The listing below is to be written out word for word, minus its images.

-.-.-

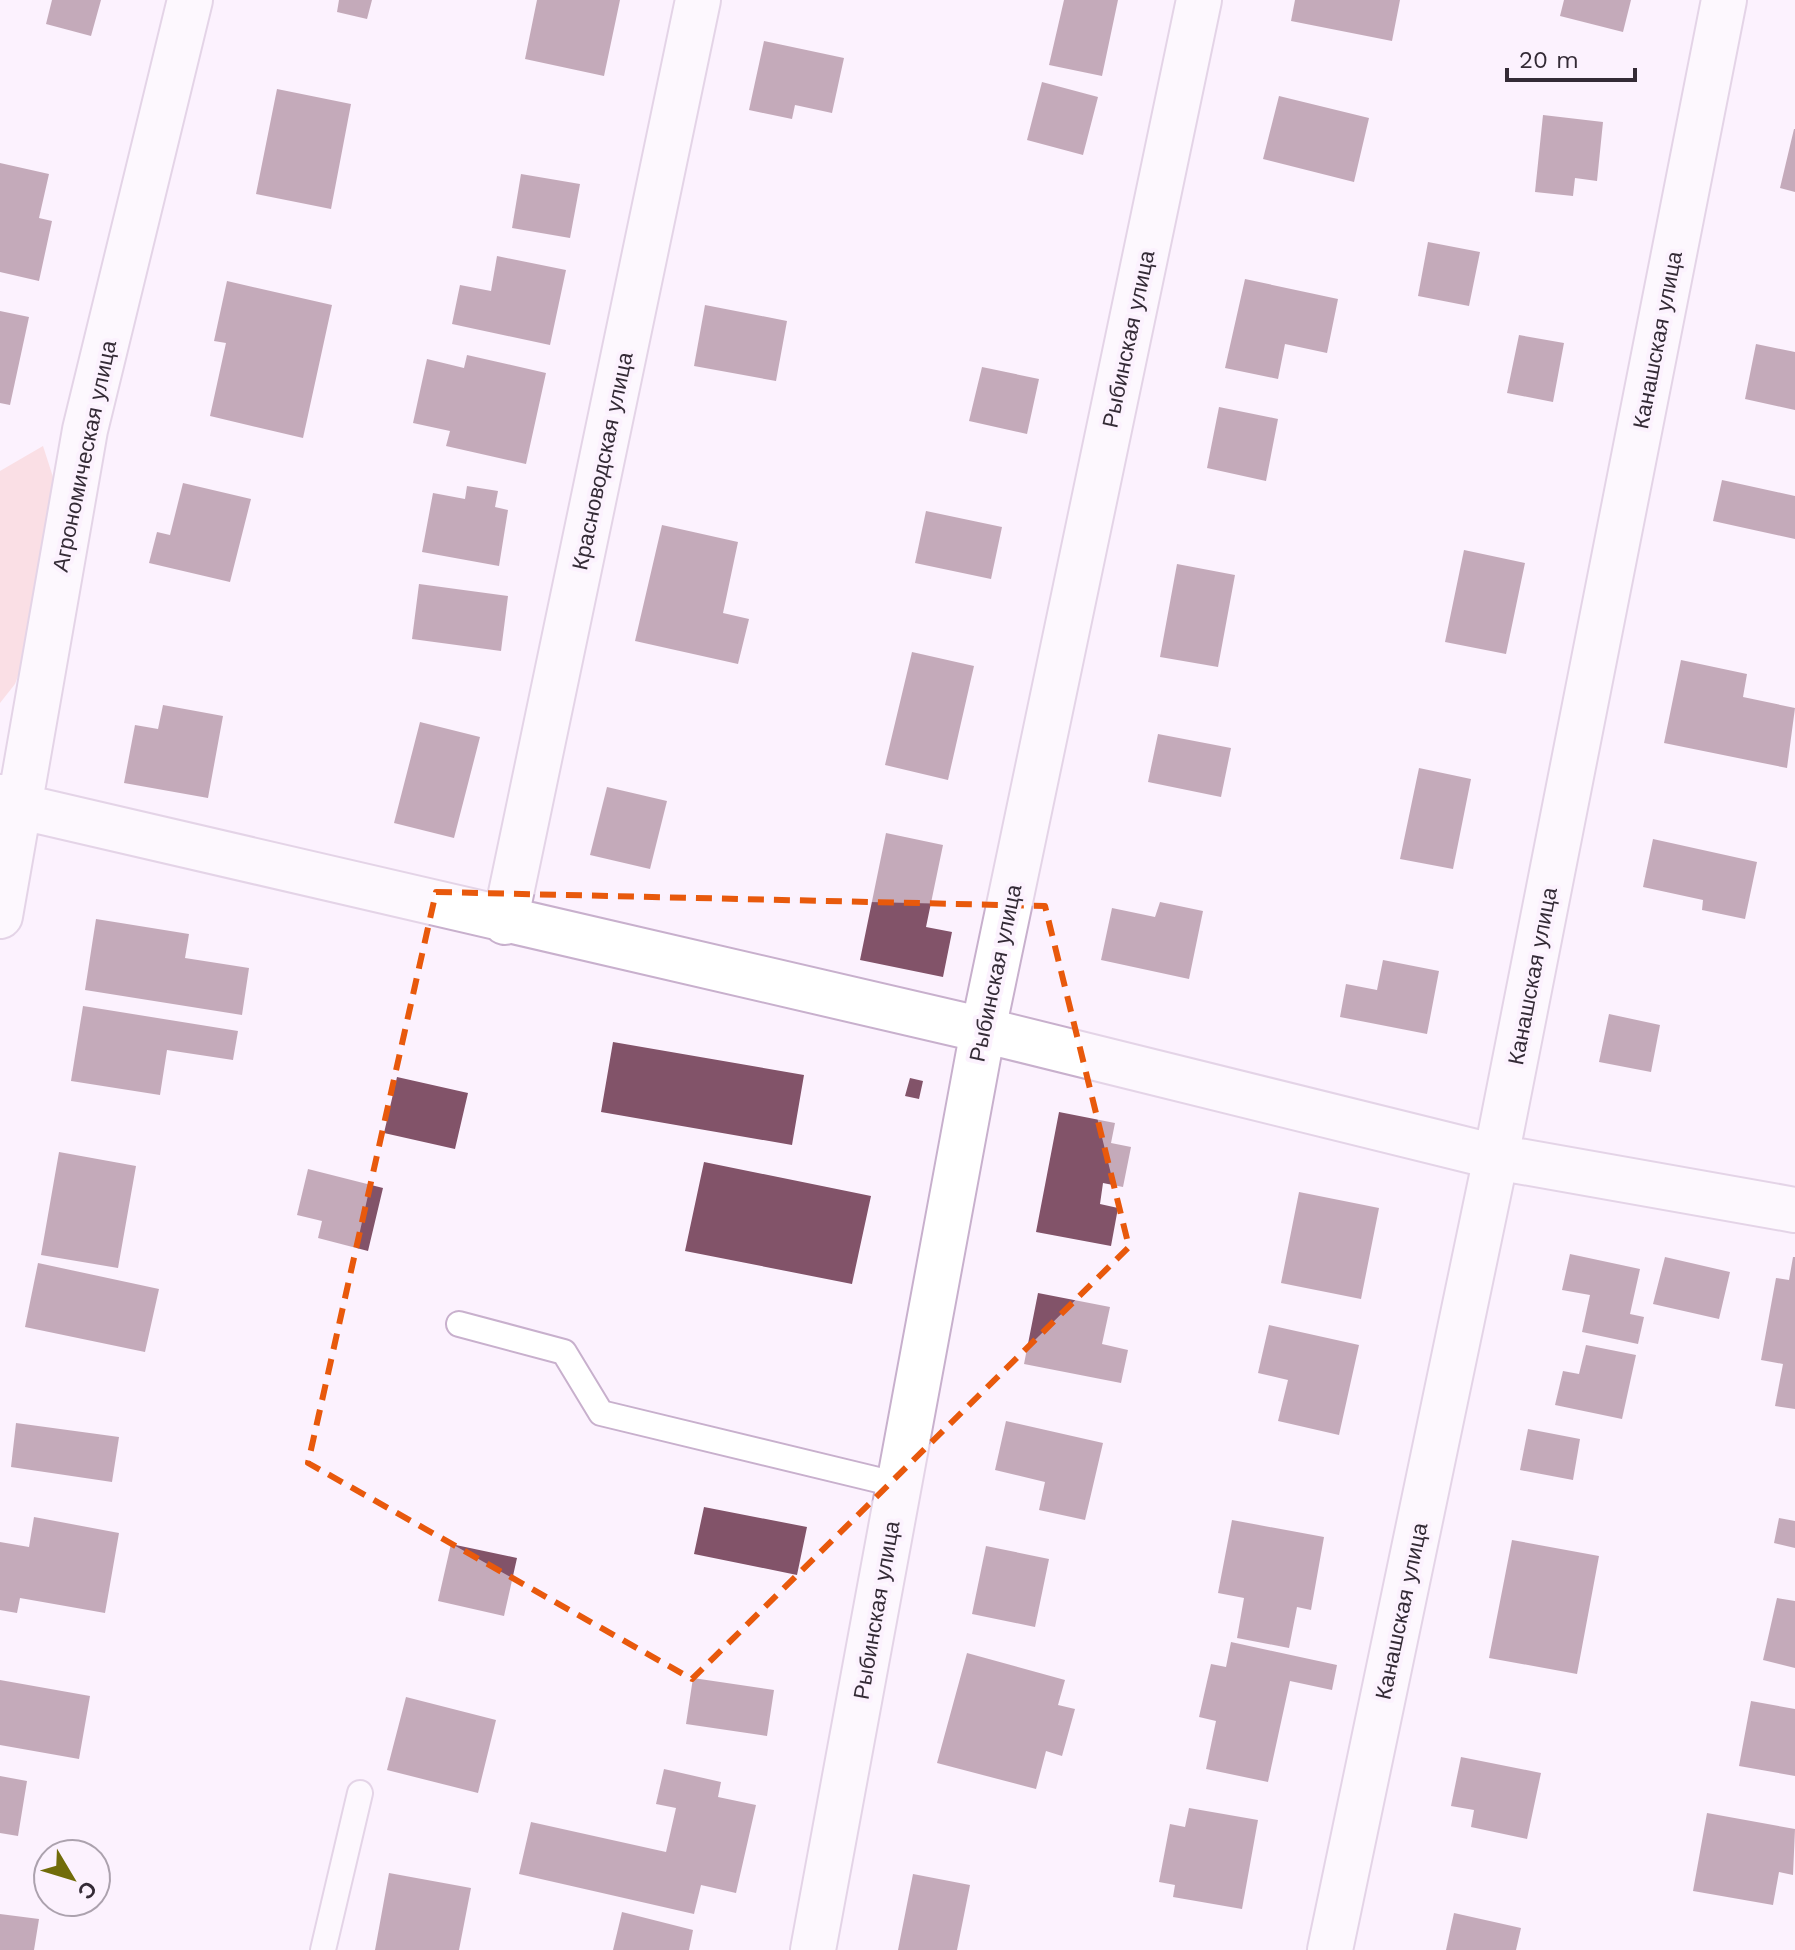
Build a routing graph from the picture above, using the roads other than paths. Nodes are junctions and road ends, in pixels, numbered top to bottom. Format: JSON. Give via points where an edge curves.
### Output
{"nodes":[{"id":1,"x":190,"y":0,"type":"edge"},
{"id":2,"x":698,"y":0,"type":"edge"},
{"id":3,"x":1199,"y":0,"type":"edge"},
{"id":4,"x":1724,"y":0,"type":"edge"},
{"id":5,"x":9,"y":801,"type":"edge"},
{"id":6,"x":0,"y":916,"type":"edge"},
{"id":7,"x":505,"y":922,"type":"junction"},
{"id":8,"x":983,"y":1030,"type":"junction"},
{"id":9,"x":1496,"y":1157,"type":"junction"},
{"id":10,"x":1795,"y":1210,"type":"edge"},
{"id":11,"x":459,"y":1324,"type":"dead end"},
{"id":12,"x":899,"y":1485,"type":"junction"},
{"id":13,"x":360,"y":1793,"type":"dead end"},
{"id":14,"x":323,"y":1950,"type":"edge"},
{"id":15,"x":813,"y":1950,"type":"edge"},
{"id":16,"x":1330,"y":1950,"type":"edge"}],
"edges":[{"from":1,"to":5,"type":"street","name":"Агрономическая улица","via":[[85,430]]},
{"from":2,"to":7,"type":"street","name":"Красноводская улица"},
{"from":3,"to":8,"type":"street","name":"Рыбинская улица"},
{"from":4,"to":9,"type":"street","name":"Канашская улица"},
{"from":5,"to":6,"type":"street","name":"Агрономическая улица"},
{"from":5,"to":7,"type":"street"},
{"from":7,"to":8,"type":"street"},
{"from":8,"to":9,"type":"street"},
{"from":8,"to":12,"type":"street","name":"Рыбинская улица"},
{"from":9,"to":10,"type":"street"},
{"from":9,"to":16,"type":"street","name":"Канашская улица"},
{"from":11,"to":12,"type":"lane","via":[[564,1352],[601,1413]]},
{"from":12,"to":15,"type":"street","name":"Рыбинская улица"},
{"from":13,"to":14,"type":"lane"}]}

-.-.-

--- Solution to this problem ---
Build a routing graph from the picture above, using the roads other than paths. Nodes are junctions and road ends, in pixels, numbered top to bottom. Format: JSON. Give via points where an edge curves.
### Output
{"nodes":[{"id":1,"x":190,"y":0,"type":"edge"},
{"id":2,"x":698,"y":0,"type":"edge"},
{"id":3,"x":1199,"y":0,"type":"edge"},
{"id":4,"x":1724,"y":0,"type":"edge"},
{"id":5,"x":9,"y":801,"type":"edge"},
{"id":6,"x":0,"y":916,"type":"edge"},
{"id":7,"x":505,"y":922,"type":"junction"},
{"id":8,"x":983,"y":1030,"type":"junction"},
{"id":9,"x":1496,"y":1157,"type":"junction"},
{"id":10,"x":1795,"y":1210,"type":"edge"},
{"id":11,"x":459,"y":1324,"type":"dead end"},
{"id":12,"x":899,"y":1485,"type":"junction"},
{"id":13,"x":360,"y":1793,"type":"dead end"},
{"id":14,"x":323,"y":1950,"type":"edge"},
{"id":15,"x":813,"y":1950,"type":"edge"},
{"id":16,"x":1330,"y":1950,"type":"edge"}],
"edges":[{"from":1,"to":5,"type":"street","name":"Агрономическая улица","via":[[85,430]]},
{"from":2,"to":7,"type":"street","name":"Красноводская улица"},
{"from":3,"to":8,"type":"street","name":"Рыбинская улица"},
{"from":4,"to":9,"type":"street","name":"Канашская улица"},
{"from":5,"to":6,"type":"street","name":"Агрономическая улица"},
{"from":5,"to":7,"type":"street"},
{"from":7,"to":8,"type":"street"},
{"from":8,"to":9,"type":"street"},
{"from":8,"to":12,"type":"street","name":"Рыбинская улица"},
{"from":9,"to":10,"type":"street"},
{"from":9,"to":16,"type":"street","name":"Канашская улица"},
{"from":11,"to":12,"type":"lane","via":[[564,1352],[601,1413]]},
{"from":12,"to":15,"type":"street","name":"Рыбинская улица"},
{"from":13,"to":14,"type":"lane"}]}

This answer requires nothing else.